While the media kit jacket grabs attention with its sizzle, you must also provide steak. This is achieved by the contents of the kit, usually beginning with a news-centered press release. (Most media kits are developed in support of a news announcement.) Successful messaging calls for strategic framing of the announcement, backed by tactical delivery. Here are typical creative considerations.
  • Press releases by definition are journalistically developed. They move from the general to the specific, and benefit when the writer has a flair for creative expression but knows how to write successful press releases.
  • As a journalistic document, a press release will be "fact checked" by the media. So, claims made must be pre-tested to avoid embarrassment.
  • The best press release strategy is simplicity. If the message is complex (demonstrated in Step 2), use several press releases and backgrounders, all of them relatively short. The top press release -- the first one viewed when the media kit is opened -- should achieve it's mission in three pages or less, and offer a compelling headline.
  • Graphics are also appreciated by the media if they support the message. Because the Internet is a graphical powerhouse, editors always want photos and illustrations. But they don't want fluff (for example, a pretty model holding the product).
  • Many small, engineering-driven firms underestimate the importance of press release writing, delegating it to administrative staff. This is a mistake. Press releases succeed or fail for the same reasons that engineered products succeed or fail. Use a track record journalistic expert to write the content.

You'll apply the same process to the other documents in the kit. Even background material needs to be journalistically driven so that it answers the primary questions likely to be asked by reporters, editors and analysts.

Okay, now you've got a media kit. What you do with it is also part of the creative process.

STEP 3:

Establish a distribution plan. The final step for creating your media kit was actually developed in Step 1: What is the distribution plan for the kit? Here are some of the typical options.

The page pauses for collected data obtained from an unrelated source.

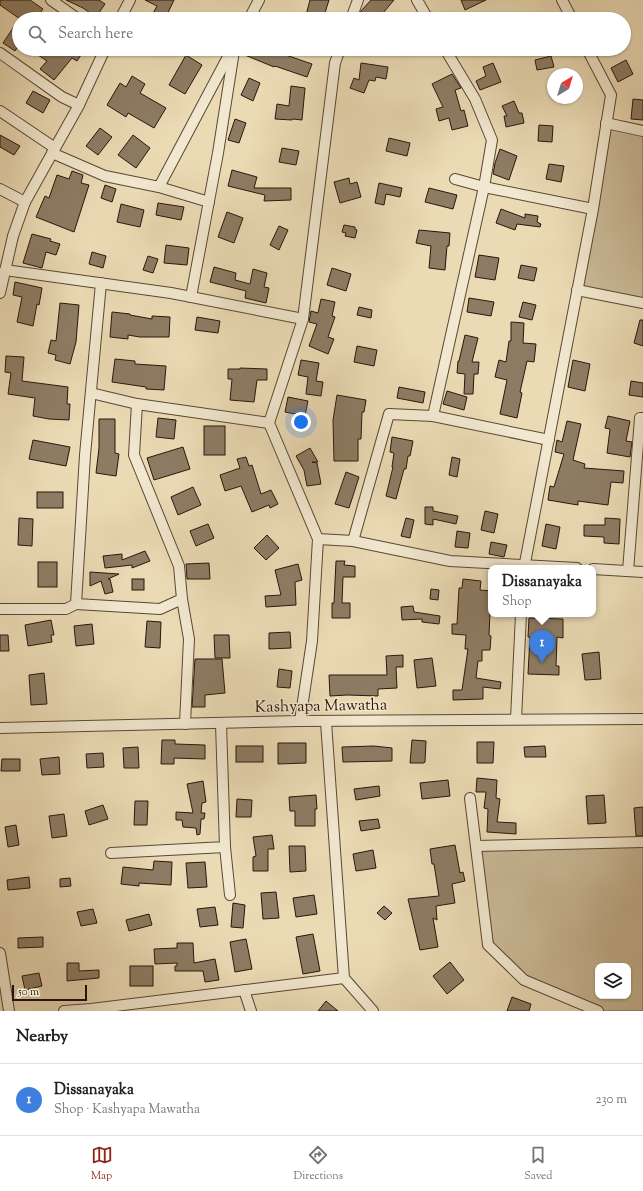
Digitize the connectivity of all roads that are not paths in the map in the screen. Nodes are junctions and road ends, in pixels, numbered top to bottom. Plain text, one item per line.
1 (51, 0) edge
2 (130, 0) edge
3 (259, 0) edge
4 (358, 0) edge
5 (417, 0) edge
6 (562, 0) edge
7 (68, 12) edge
8 (124, 12) edge
9 (253, 12) edge
10 (354, 12) edge
11 (424, 12) edge
12 (568, 12) edge
13 (0, 53) edge
14 (102, 56) edge
15 (229, 56) edge
16 (232, 56) edge
17 (338, 56) edge
18 (450, 56) edge
19 (590, 56) edge
20 (78, 105) junction
21 (0, 111) edge
22 (606, 123) junction
23 (643, 131) edge
24 (54, 150) junction
25 (455, 179) dead end
26 (159, 187) junction
27 (484, 187) junction
28 (0, 189) edge
29 (25, 202) junction
30 (209, 202) junction
31 (593, 209) junction
32 (5, 270) junction
33 (101, 283) junction
34 (577, 290) junction
35 (0, 293) edge
36 (192, 297) junction
37 (643, 303) edge
38 (303, 319) junction
39 (91, 392) junction
40 (137, 404) junction
41 (433, 416) junction
42 (643, 418) edge
43 (269, 423) junction
44 (549, 440) junction
45 (318, 539) junction
46 (353, 541) junction
47 (499, 565) edge
48 (524, 565) edge
49 (596, 569) edge
50 (628, 571) junction
51 (643, 572) edge
52 (182, 599) junction
53 (76, 604) junction
54 (0, 609) edge
55 (521, 617) edge
56 (516, 719) junction
57 (643, 719) edge
58 (300, 721) junction
59 (326, 722) junction
60 (185, 724) junction
61 (221, 724) junction
62 (0, 728) edge
63 (470, 798) dead end
64 (643, 842) edge
65 (476, 846) junction
66 (225, 847) junction
67 (111, 853) dead end
68 (230, 895) dead end
69 (0, 953) edge
70 (344, 978) junction
71 (244, 990) junction
72 (9, 1011) edge
73 (64, 1011) edge
74 (251, 1011) edge
75 (373, 1011) edge
76 (598, 1011) edge

1 - 7 street
2 - 8 street
3 - 9 street
4 - 10 street
5 - 11 street
6 - 12 street
13 - 20 street
14 - 20 street
15 - 26 street
16 - 30 street
17 - 38 street
18 - 27 street
19 - 22 street
20 - 24 street
21 - 24 street
22 - 23 street
22 - 31 street
24 - 26 street
24 - 29 street
25 - 27 street
26 - 30 street
27 - 31 street
27 - 41 street
28 - 29 street
29 - 32 street
30 - 36 street
31 - 34 street
32 - 33 street
32 - 35 street
33 - 36 street
33 - 39 street
34 - 37 street
34 - 44 street
36 - 38 street
38 - 43 street
39 - 40 street
39 - 53 street
40 - 43 street
40 - 52 street
41 - 44 street
41 - 46 street
42 - 50 street
43 - 45 street
44 - 48 street
45 - 46 street
45 - 58 street
46 - 47 street
49 - 50 street
50 - 51 street
52 - 53 street
52 - 60 street
53 - 54 street
55 - 56 street
56 - 57 street, Kashyapa Mawatha
56 - 59 street, Kashyapa Mawatha
58 - 59 street, Kashyapa Mawatha
58 - 61 street, Kashyapa Mawatha
59 - 70 street
60 - 61 street, Kashyapa Mawatha
60 - 62 street, Kashyapa Mawatha
61 - 66 street
63 - 65 street
64 - 65 street
65 - 76 street
66 - 67 street
66 - 68 street
69 - 72 street
70 - 71 street
70 - 75 street
71 - 73 street
71 - 74 street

  • If the media kit supports the launch of a new product or service that is timed to coincide with a major industry event, create two lists of editors and analysts.
  • The first list follows the usual 80/20 rule: 80% of the press coverage usually comes from 20% of the reporters, editors and analysts that cover your market space. You will take special steps to get the kit into these hands before the industry event. If you don't know what to do, retain a seasoned PR pro.
  • The second list includes everyone else. These people will receive the kit in the mail (including e-mail) or in the press room among those stacks placed there by competitors and other firms in the industry. The graphics on your kit's cover will grab them with sizzle and your top news release headline will save the kit from an undignified trip to the trash can.

In Step 2, I mentioned that an agency created a novel media plan. This is a chip that could speak for itself. The plan was entirely surgical. Appointments were made only with the top editors and analysts who were then visited by a single spokesperson. But the chip was the real spokesperson. Its silver-dollar sized demonstrator was placed without fanfare on the editor's desk and turned on. For the next 20 seconds or so, the chip recorded the conversation. "How's the family, Steve?" Then, the playback button was pressed and the editor, hearing his or her distinct voice come out of a sliver of silicon, sat in awed amazement. Then the paper kit was handed over, together with working samples of the chip.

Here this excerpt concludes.